Diplômée de l’ESAG Penninghen (Paris) en 1984, elle ouvre son propre studio en 1985.
En tant que graphiste, Catherine Zask collabore sur le long terme avec des institutions culturelles et des entreprises du secteur privé. Nombre de ses travaux graphiques ont été distingués par des prix internationaux et figurent dans des collections publiques.
Depuis 1984, elle ne cesse d’approfondir son travail sur la lettre et dessine quotidiennement. Elle crée Alfabetempo en 1993, lors de son séjour à la Villa Médicis à Rome. Ce travail est le prolongement d’une recherche engagée dix ans auparavant autour du tracé, du signe, de l’écriture. Il donnera lieu à de multiples développements : alphabet, sculptures, compositions…
Outre le travail graphique, l’œuvre de Zask est composée de nombreuses séries : Alfabetempo, Cousu-Zask, Gribouillis, Happy Dots, Languazask, Radiographies de pensées, Sismozask, Splatchs, The Iris Project… une trentaine de projets menés simultanément, mêlant écriture, dessins, films, photographies.

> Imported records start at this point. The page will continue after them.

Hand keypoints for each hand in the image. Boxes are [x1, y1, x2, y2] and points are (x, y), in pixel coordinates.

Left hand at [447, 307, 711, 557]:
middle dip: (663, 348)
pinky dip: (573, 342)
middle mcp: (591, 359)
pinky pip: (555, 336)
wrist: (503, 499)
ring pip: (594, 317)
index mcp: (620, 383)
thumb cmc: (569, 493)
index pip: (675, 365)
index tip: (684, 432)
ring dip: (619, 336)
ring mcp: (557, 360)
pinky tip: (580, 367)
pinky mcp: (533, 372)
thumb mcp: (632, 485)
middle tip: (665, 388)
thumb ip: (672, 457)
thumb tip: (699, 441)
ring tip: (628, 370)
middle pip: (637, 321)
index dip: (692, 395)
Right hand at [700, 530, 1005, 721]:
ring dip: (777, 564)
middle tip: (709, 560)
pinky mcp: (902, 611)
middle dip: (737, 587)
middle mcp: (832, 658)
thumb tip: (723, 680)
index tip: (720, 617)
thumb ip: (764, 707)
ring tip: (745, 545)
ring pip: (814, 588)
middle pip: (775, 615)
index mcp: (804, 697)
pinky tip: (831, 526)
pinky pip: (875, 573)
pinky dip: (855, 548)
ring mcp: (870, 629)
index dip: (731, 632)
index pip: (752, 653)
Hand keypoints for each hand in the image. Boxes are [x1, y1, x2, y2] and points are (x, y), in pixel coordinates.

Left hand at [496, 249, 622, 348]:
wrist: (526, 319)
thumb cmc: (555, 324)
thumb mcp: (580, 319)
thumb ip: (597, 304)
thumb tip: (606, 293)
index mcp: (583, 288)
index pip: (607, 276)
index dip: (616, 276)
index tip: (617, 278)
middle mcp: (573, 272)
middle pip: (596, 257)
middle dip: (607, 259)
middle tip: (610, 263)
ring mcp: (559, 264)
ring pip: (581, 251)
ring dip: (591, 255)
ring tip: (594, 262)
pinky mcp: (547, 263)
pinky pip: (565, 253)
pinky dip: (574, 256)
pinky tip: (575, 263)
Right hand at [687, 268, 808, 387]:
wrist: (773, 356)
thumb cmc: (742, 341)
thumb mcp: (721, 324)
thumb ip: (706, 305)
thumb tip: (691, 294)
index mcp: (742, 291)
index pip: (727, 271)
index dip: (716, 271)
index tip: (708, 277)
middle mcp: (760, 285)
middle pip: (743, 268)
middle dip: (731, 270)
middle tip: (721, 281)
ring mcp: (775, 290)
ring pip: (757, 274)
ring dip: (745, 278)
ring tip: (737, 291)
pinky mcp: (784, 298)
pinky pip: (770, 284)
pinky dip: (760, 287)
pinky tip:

Nombreuses expositions, publications, conférences, ainsi que des jurys, en France et à l’étranger. Pensionnaire de la Villa Médicis, Académie de France à Rome en 1993-1994, Catherine Zask a reçu le Grand Prix de la 20e Biennale internationale de design graphique de Brno en 2002. Elle est membre de l’AGI, Alliance graphique internationale. En 2010, elle est faite chevalier de l’ordre des Arts et des Lettres.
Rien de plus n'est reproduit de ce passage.